Sunday, January 5, 2014

Resolution

The rules of a three-part structure are to provide background, explore the thesis, and resolve the central issue of the story.  This can be accomplished in a number of technical ways all of which have been endlessly explored and exploited.

It is the last part that I question.  Few activites in my life are ever so clearly resolved as a fairy tale's happily-ever-after.  Even when I've sold a story I want to change things again and only the pressure of publication dissuades me.  I've learned over the years that any resolution is merely the beginning of another issue: Marriage is not the culmination of a romance but merely the beginning of a relationship. Whether that relationship ends happily or not is something that must be dealt with continuously and too often, unsuccessfully.  No story ever ends in finality, else there would be no need for sequels.  Life it like that, an endless series of temporary resolutions that always give rise to new beginnings, new battles.  Even the aging princess of the tale must eventually contend with her overweight prince and her fractious teenagers in the happily-ever-after phase.

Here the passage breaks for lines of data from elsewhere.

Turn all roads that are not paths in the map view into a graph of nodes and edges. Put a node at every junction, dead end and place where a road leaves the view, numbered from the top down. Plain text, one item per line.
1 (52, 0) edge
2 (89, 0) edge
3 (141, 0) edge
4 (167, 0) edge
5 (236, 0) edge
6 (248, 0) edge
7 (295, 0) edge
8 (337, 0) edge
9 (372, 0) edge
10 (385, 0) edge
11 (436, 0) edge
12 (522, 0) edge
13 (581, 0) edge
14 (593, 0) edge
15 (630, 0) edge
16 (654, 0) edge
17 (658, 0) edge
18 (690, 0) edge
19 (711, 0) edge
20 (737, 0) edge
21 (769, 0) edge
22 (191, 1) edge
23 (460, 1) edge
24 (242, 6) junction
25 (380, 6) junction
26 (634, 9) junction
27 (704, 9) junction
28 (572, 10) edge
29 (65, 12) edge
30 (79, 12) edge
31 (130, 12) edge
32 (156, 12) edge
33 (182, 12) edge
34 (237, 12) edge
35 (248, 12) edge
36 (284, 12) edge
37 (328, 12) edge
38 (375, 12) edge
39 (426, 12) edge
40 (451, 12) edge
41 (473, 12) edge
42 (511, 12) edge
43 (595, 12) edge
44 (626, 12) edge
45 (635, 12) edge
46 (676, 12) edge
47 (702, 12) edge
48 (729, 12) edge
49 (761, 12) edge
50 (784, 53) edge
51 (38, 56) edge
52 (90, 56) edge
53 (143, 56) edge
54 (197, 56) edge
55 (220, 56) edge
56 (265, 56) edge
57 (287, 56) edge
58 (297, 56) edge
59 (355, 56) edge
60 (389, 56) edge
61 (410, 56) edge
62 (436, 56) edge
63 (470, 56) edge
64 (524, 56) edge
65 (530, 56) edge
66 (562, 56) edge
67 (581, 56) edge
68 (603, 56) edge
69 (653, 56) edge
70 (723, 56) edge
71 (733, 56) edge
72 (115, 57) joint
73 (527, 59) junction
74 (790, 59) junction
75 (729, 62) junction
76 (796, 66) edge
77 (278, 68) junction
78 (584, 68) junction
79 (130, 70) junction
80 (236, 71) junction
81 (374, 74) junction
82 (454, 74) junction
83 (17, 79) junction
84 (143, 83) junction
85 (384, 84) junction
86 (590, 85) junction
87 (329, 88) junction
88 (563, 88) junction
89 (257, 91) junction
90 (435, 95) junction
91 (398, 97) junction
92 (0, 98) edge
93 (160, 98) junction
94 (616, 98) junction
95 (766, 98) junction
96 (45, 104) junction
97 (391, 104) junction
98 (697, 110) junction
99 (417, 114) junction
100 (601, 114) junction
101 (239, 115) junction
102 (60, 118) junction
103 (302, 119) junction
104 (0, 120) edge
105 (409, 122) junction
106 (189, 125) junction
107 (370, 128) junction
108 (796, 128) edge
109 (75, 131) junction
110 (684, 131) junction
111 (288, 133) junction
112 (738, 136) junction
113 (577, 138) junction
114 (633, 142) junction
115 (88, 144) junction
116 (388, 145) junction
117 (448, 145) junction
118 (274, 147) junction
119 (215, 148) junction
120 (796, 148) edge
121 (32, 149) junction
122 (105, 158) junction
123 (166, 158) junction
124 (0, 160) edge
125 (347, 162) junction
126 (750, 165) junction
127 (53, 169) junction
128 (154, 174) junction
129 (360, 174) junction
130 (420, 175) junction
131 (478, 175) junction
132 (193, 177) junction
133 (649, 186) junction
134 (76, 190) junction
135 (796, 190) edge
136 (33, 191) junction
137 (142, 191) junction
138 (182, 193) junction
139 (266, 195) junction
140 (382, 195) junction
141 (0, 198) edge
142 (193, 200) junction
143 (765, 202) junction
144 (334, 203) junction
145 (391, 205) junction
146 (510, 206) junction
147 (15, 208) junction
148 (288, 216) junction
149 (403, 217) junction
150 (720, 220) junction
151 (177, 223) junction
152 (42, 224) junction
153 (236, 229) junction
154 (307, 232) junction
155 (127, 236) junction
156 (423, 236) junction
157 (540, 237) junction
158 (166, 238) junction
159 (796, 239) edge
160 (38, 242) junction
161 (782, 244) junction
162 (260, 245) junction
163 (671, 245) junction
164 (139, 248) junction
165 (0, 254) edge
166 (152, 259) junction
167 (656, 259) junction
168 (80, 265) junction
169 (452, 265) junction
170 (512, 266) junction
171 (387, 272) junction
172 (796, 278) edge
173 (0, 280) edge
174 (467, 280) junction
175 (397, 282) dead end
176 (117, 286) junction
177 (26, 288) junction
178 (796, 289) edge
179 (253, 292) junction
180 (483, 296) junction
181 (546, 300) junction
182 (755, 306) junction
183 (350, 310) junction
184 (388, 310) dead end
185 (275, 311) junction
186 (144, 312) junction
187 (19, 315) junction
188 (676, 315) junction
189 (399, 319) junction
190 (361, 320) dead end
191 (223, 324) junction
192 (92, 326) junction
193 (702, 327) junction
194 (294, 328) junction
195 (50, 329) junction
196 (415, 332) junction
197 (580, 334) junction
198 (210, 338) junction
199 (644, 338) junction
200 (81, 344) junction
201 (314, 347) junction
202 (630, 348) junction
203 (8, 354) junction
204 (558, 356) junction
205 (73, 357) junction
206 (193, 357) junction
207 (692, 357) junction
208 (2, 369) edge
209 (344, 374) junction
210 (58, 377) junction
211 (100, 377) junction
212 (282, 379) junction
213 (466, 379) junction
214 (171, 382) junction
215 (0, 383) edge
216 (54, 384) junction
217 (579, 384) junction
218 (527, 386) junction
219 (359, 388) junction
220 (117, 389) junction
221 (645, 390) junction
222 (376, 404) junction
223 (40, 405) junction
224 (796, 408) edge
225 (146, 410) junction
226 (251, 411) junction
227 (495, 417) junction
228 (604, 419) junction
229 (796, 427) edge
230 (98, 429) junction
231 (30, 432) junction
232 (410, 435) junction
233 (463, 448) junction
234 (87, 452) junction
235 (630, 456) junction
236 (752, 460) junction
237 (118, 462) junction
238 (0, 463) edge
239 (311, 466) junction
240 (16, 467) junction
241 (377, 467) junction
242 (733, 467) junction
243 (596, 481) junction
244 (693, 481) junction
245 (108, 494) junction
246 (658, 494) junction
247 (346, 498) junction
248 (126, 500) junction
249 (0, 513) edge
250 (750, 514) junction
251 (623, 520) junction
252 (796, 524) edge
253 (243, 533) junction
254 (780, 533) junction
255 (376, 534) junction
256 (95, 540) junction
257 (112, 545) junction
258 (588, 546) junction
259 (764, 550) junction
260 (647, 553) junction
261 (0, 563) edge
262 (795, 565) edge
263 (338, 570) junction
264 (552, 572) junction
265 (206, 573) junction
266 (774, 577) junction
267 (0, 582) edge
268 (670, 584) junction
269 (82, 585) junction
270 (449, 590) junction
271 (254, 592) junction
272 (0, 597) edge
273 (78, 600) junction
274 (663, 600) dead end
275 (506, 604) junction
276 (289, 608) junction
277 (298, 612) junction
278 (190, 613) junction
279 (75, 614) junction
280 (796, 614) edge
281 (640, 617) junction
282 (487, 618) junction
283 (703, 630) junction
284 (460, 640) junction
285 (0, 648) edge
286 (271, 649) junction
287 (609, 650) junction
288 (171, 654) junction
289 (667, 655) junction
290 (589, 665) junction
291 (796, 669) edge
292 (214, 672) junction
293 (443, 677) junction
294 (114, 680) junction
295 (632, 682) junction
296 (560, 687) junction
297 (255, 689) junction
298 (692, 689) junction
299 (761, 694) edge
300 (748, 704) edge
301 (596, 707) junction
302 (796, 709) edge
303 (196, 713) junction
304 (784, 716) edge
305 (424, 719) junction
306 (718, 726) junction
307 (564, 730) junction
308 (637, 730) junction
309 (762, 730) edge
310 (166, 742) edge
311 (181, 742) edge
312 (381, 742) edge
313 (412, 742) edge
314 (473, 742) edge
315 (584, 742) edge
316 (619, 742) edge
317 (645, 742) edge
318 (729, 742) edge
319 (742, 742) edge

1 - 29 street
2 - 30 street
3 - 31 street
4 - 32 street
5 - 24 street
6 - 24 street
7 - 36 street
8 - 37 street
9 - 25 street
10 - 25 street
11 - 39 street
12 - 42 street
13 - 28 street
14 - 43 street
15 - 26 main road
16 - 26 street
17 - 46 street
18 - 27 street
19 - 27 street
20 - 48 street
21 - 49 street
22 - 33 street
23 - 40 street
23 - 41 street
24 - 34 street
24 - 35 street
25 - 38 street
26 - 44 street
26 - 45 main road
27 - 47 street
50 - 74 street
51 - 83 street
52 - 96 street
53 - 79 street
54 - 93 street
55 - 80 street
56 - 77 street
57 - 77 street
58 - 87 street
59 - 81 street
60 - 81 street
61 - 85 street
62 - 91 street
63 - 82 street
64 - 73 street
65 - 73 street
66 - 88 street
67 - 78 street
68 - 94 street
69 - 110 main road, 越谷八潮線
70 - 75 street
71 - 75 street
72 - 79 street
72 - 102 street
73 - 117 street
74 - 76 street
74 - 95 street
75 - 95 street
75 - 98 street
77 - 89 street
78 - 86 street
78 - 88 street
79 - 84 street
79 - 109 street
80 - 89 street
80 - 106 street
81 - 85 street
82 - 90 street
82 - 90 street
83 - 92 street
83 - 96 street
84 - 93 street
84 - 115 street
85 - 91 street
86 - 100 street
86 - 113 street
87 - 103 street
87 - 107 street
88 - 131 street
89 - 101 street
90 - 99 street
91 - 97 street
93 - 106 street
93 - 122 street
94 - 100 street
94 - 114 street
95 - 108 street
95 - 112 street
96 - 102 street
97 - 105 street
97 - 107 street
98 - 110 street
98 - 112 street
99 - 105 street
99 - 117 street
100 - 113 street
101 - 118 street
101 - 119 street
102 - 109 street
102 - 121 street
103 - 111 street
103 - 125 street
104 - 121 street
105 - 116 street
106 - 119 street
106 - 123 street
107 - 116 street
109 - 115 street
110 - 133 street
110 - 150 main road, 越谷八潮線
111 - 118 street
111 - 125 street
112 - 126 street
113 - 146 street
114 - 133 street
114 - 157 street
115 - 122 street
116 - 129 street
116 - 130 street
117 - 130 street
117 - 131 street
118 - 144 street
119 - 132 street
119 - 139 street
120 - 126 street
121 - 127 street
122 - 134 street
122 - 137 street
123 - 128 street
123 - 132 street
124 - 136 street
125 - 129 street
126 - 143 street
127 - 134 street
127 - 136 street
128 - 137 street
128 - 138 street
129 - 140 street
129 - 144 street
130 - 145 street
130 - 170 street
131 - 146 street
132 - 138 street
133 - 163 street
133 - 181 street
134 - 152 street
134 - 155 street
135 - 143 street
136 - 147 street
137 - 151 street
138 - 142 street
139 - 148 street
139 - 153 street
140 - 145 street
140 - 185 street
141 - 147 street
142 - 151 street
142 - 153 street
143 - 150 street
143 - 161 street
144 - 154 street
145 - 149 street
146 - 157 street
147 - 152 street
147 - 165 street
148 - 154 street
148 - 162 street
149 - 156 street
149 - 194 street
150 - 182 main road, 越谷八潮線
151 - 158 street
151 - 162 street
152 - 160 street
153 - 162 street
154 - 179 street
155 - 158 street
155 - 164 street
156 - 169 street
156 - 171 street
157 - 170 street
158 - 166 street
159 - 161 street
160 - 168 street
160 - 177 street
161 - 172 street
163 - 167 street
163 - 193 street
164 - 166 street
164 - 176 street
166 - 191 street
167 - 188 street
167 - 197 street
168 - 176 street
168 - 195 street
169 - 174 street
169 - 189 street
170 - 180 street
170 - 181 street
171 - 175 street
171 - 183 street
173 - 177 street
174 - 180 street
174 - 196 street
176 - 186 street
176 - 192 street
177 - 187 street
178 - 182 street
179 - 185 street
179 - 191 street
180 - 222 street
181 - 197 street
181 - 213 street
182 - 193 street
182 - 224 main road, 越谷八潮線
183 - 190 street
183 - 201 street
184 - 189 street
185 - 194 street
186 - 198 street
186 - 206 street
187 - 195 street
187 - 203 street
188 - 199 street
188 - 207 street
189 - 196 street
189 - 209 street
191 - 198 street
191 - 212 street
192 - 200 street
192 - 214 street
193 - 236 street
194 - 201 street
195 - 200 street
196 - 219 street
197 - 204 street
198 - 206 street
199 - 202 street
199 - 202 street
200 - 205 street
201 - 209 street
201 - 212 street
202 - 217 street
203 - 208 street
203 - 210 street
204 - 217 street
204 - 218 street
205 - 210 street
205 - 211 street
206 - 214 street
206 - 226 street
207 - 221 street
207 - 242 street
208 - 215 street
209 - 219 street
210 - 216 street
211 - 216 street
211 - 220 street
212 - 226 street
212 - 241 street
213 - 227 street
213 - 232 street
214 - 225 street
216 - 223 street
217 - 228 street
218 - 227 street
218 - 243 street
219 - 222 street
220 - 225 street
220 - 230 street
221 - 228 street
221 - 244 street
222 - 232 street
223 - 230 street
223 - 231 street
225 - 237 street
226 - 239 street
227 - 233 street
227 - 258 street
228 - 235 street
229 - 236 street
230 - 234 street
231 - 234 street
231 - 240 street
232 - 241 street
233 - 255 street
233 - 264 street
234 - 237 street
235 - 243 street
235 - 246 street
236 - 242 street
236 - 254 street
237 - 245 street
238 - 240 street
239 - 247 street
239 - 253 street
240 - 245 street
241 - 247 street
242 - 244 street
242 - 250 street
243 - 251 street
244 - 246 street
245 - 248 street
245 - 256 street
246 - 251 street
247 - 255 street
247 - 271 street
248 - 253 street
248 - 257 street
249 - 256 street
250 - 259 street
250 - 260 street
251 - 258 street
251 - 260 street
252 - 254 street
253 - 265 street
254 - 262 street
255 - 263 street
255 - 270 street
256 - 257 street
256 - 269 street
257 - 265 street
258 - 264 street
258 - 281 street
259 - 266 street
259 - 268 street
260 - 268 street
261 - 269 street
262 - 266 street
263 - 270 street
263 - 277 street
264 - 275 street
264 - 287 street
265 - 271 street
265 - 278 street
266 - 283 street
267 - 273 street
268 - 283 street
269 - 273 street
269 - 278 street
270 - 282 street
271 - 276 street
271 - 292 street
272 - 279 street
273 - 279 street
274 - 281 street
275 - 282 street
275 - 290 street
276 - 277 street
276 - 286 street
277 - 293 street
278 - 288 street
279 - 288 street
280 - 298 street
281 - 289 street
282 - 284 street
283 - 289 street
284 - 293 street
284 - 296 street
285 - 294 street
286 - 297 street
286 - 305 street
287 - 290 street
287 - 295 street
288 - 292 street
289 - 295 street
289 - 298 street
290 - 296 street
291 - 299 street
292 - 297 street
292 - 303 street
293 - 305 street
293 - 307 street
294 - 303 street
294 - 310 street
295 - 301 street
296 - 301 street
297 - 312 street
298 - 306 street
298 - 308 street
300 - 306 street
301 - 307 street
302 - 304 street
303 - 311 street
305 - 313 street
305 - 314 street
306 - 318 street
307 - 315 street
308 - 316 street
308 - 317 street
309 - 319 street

Resolution is an illusion then, an artificial element forced into a story to solve a specific phase of a problem. Writers contort themselves in strange ways to resolve all the plot points, often abusing logic and human nature to wrest some sort of solution from their draft.

But can a story without resolution, and I include those where the protagonist accepts that they cannot change anything, satisfy the reader?  Until that question can be answered I will continue to plod onwards, creating resolutions that deceive the reader into believing things are nicely tied up.